The seventh number on the programme was very tragic, and drew
tears and sobbing from the larger part of the audience, so intensely
inspired was it with the “Bushidō,” and so pathetically did it set forth
this spirit. Tokishime, a daughter of the Hōjō Shōgun, is betrothed to
Miura-no-Suké. The young woman goes to stay with the aged
mother of her lover, while he is away in battle. The mother is very ill,
and the son, after being wounded, returns home to see his mother
once more before she dies. The mother from her room hears her
son’s return and denounces his disloyal act in leaving the field of
battle even to bid her farewell; she also sternly forbids him to enter
her room to speak to her. The young man, much overcome, turns to
leave, when his fiancée discovers that his helmet is filled with
precious incense, in preparation for death. She implores him to
return to his home for the night only, pleading that so short a time
can make no difference. When they reach the house, a messenger
from her father in Kamakura presents her with a short sword and
with her father’s orders to use it in killing her lover’s mother, who is
the suspected cause of the son’s treachery. Then ensues one of
those struggles which, among all morally developed peoples, and in
all eras of the world’s history, furnish the essentials of the highest
forms of human tragedy. Such was the moral conflict which
Sophocles set forth in so moving form in his immortal tragedy of
“Antigone.” The poor girl suffers all the tortures of a fierce contention
between loyalty and the duty of obedience to her father and her love
for her betrothed husband; who, when he learns of the message,
demands in turn that the girl go and kill her own father. The daughter,
knowing her father to be a tyrant and the enemy of his country, at
last decides in favour of her lover, and resolves to go to Kamakura
and commit the awful crime of fratricide. After which she will expiate
it by suicide.
The closing performance of the entire day was a spectacle rather
than a play. It represented the ancient myth of the Sun-goddess, who
became angry and shut herself up in a cave, leaving the whole world
in darkness and in sorrow. All the lesser gods and their priests
assembled before the closed mouth of the cave and sang enticing
songs and danced, in the hope of inducing the enraged goddess to
come forth. But all their efforts were in vain.

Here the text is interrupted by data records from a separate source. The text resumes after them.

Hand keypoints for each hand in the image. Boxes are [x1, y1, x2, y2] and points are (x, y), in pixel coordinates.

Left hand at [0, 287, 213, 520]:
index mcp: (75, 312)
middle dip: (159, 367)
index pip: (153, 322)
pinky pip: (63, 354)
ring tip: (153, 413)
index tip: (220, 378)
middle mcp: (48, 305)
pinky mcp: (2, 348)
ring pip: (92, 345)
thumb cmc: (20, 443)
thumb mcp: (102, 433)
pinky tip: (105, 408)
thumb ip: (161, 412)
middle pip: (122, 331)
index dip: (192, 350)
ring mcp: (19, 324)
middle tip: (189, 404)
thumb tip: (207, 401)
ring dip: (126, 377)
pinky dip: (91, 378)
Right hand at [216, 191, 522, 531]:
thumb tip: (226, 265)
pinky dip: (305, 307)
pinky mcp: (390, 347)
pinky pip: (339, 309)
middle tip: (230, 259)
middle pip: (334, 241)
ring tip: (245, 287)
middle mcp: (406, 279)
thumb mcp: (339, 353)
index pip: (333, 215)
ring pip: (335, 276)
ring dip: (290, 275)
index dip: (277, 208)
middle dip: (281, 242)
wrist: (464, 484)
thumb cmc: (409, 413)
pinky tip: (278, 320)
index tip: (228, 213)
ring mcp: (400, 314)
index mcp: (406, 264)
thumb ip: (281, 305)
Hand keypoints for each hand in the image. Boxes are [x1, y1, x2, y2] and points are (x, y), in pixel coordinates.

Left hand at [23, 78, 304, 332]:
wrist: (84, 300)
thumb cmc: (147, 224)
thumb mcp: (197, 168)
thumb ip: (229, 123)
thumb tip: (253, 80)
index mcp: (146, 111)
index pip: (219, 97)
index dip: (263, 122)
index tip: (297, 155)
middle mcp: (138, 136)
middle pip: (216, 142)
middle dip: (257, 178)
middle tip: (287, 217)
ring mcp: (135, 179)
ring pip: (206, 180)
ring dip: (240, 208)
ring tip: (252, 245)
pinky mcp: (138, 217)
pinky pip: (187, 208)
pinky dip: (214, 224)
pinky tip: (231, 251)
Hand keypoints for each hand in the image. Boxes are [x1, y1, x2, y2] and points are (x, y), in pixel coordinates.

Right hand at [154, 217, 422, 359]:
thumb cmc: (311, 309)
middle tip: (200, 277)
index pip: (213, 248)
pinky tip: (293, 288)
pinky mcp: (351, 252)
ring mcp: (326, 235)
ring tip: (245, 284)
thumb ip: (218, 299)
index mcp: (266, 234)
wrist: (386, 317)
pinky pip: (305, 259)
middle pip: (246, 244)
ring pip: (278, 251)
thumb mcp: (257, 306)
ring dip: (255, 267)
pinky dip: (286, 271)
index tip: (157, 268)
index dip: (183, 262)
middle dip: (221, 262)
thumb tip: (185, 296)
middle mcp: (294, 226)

At last, by means of the
magic mirror and a most extraordinarily beautiful dance, as the cock
crows, the cave is opened by the power of the strong god, Tajikara-
o-no-miko-to; and the goddess once more sheds her light upon the
world.
At the close of this entire day of rarely instructive entertainment it
remained only to pick at a delicious supper of fried eels and rice
before retiring,—well spent indeed, but the better informed as to the
national spirit which framed the dramatic art of the Old Japan. It is in
the hope that the reader’s impressions may in some respect
resemble my own that I have described with so much detail this
experience at a Japanese theatre of the highest class.